Wednesday, July 12, 2017

Horror Movie Mini-Reviews: The Collector and The Collection

* The Collector

Arkin O'Brien is desperate to pay off his debts to protect his ex-wife and daughter from loan sharks. So he's forced to do one last heist with his lockpicking and breaking and entering expertise,  posing as a handiman to a rich family. The house has a huge, expensive ruby that will solve all his problems, but coincidentally, a masked killer with elaborate traps attacks the house on the same night of the heist. The killer doesn't factor in the thief to his plans. Can Arkin save the family and escape with his life?

The Collector is a fun, bloody slasher with traps similar to Jigsaw's in Saw without the faux morality reasoning. The only developed character is Arkin. We see his past and his relatable reasoning for his thievery. He's the most clever and catches on to the killer's ways the fastest. The rich family aren't portrayed as deeply and mostly act as fodder for the unique kills which aren't to be underestimated. The Collector is the best part of the film with his twisted mask, reflective eyes, and ominous silent presence. Nothing is known about him at all. It's even more effective that he could be anyone. His methodology is cruel. He captures someone from the previous kill and traps them in a red trunk. The opening of that trunk activates the horrific traps for the new kill, leading to the mental torture and probable death of the survivor who knows what's in store for the new targets and can't help them. There's honestly not much to this film beyond interesting kills, gore, and a tense cat and mouse game. It does fall into typical horror tropes a little more than I would like. However, The Collector is fun and unexpected, which is more than I can say for a lot of the more mainstream franchises that keep pumping out the same dreck year after year.
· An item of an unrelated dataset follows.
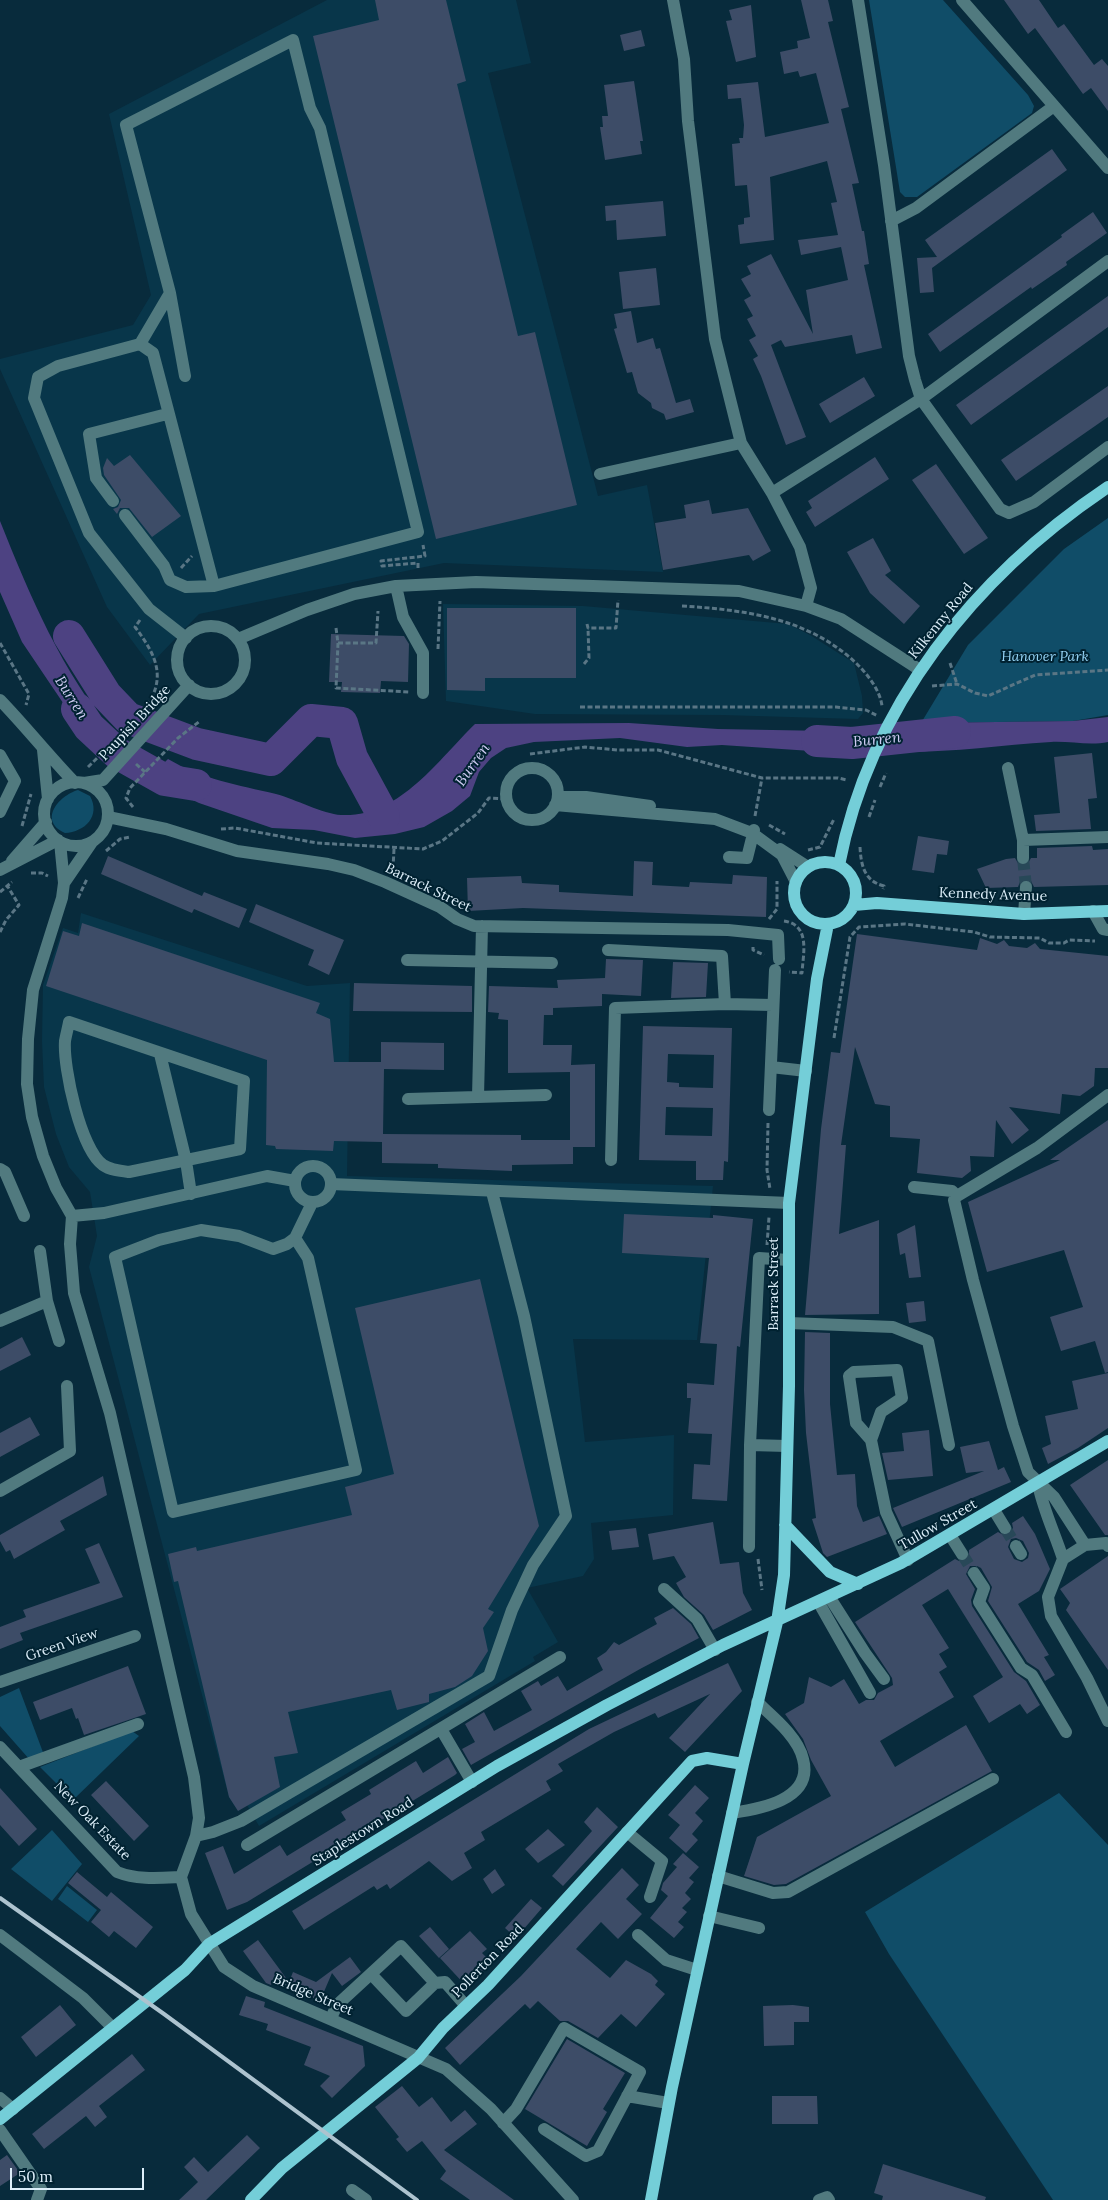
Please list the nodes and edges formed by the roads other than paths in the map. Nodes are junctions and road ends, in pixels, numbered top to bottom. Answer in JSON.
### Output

My rating: 3.5/5 fishmuffins

* The Collection

Elena Peters and her friends go to a party in a fashionable secret, underground club while The Collector continues to kill indescriminantly. The Collector coincidentally targets the club and kills all the clubgoers except Elena, who is trapped in the red trunk, and Arkin, who escapes from that trunk and out into the night. Elena is taken to the Collector's layer and Arkin goes to the hospital, where the police make a deal with him to lead them to the lair to save Elena. Arkin agrees only to lead them there, but they threaten him to continue inside to a madman's labyrinthine layer, full of victims, bodies, traps, and his collection.
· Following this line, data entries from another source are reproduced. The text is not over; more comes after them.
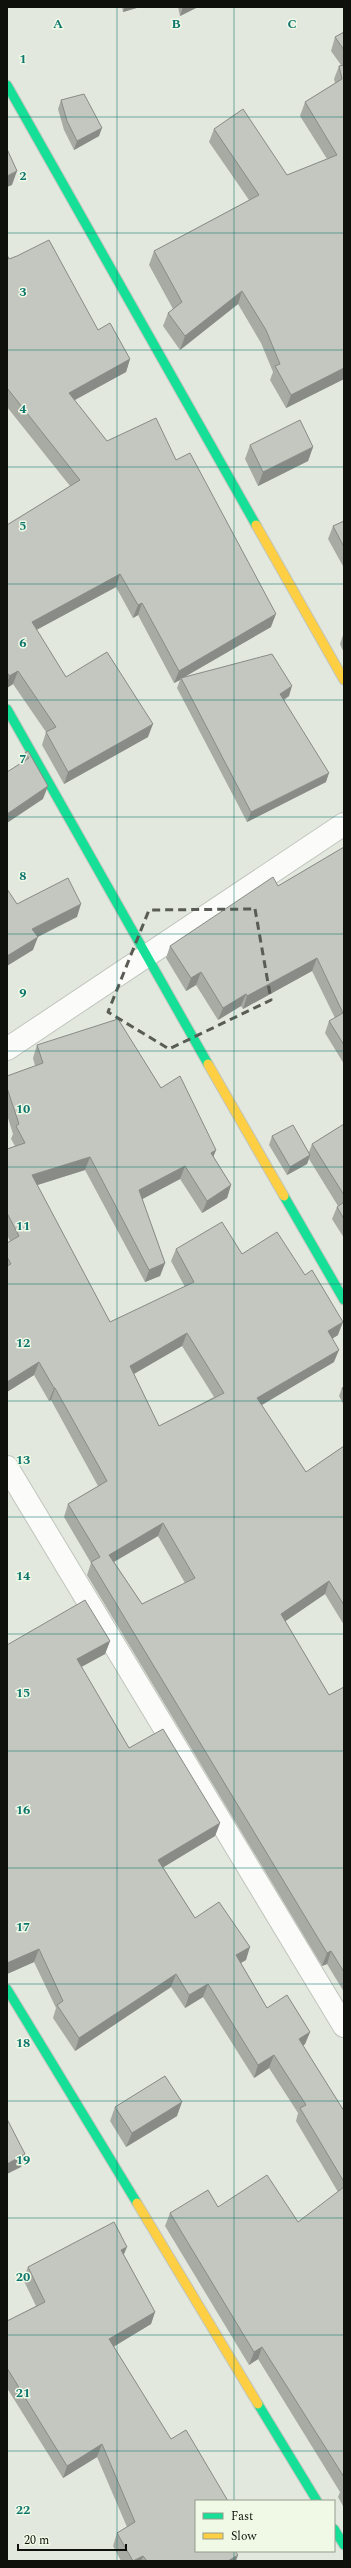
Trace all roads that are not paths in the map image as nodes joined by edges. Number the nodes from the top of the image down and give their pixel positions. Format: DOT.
graph roads {
  1 [pos="7,85"];
  2 [pos="344,680"];
  3 [pos="7,709"];
  4 [pos="344,824"];
  5 [pos="146,956"];
  6 [pos="7,1050"];
  7 [pos="344,1300"];
  8 [pos="7,1467"];
  9 [pos="7,1989"];
  10 [pos="344,2026"];
  11 [pos="316,2500"];
  12 [pos="335,2531"];
  13 [pos="344,2545"];
  1 -- 2 [label="street"];
  3 -- 5 [label="street"];
  4 -- 5 [label="street"];
  5 -- 6 [label="street"];
  5 -- 7 [label="street"];
  8 -- 10 [label="street"];
  9 -- 11 [label="street"];
  12 -- 13 [label="street"];
}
The Collection is a huge improvement to The Collector that keeps the first films innovative kills and unpredictable nature. It breaks out of a lot of the tropes it held in the first film. The beginning news montage shows the extent of the Collector's killings with hundreds of victims with no connection whatsoever and numerous people still missing. The people are terrified, but it doesn't stop teens from being teens. The mass club kill scene is one of my favorite in any horror film because it's over the top, impressive, and a little funny. Instead of the film taking place in one building like the first, it bucks tradition and takes it right to the Collector's doorstep. His place is a labyrinth of insanity and horror with a dash of culture. We get to see how he lives his day to day life torturing people, creating his works of art, and completing his collection in an almost banal way. His artwork is depraved and macabre, comprised of rearranged human bones, limbs, and skin in different combinations. He has people tortured so extremely that they either resemble animals more than humans to protect his home or are devoted to him over any sort of self preservation. Parts of his lair resemble a conventional collector's extensive collection with art, books, and animals, living and dead.

Arkin and the police team have to navigate the Collector's territory where anything could be a trap. Although the public places and house he rigs are impressive, it's nothing compared to his own home where he has had years to cultivate his traps. The police officers are mostly paper thin characters that are fodder for the traps and the Collector's creations. Arkin and Elena are the only characters to root for unless you prefer the enigmatic menace of the Collector. I'm curious about him because he's obviously educated with his knowledge of entymology and biology, but also knows how to fight when needed. It's smart to leave him mysterious, but I wouldn't hate it if they explored his life more. The ending is unexpected, but I wish more movies had been made. The formula lends itself to a variety of innovative kills, a deep rivalry between the hero and villain, and the decent writing to go at least a couple more movies. This series is so underappreciated and it's definitely worth your time.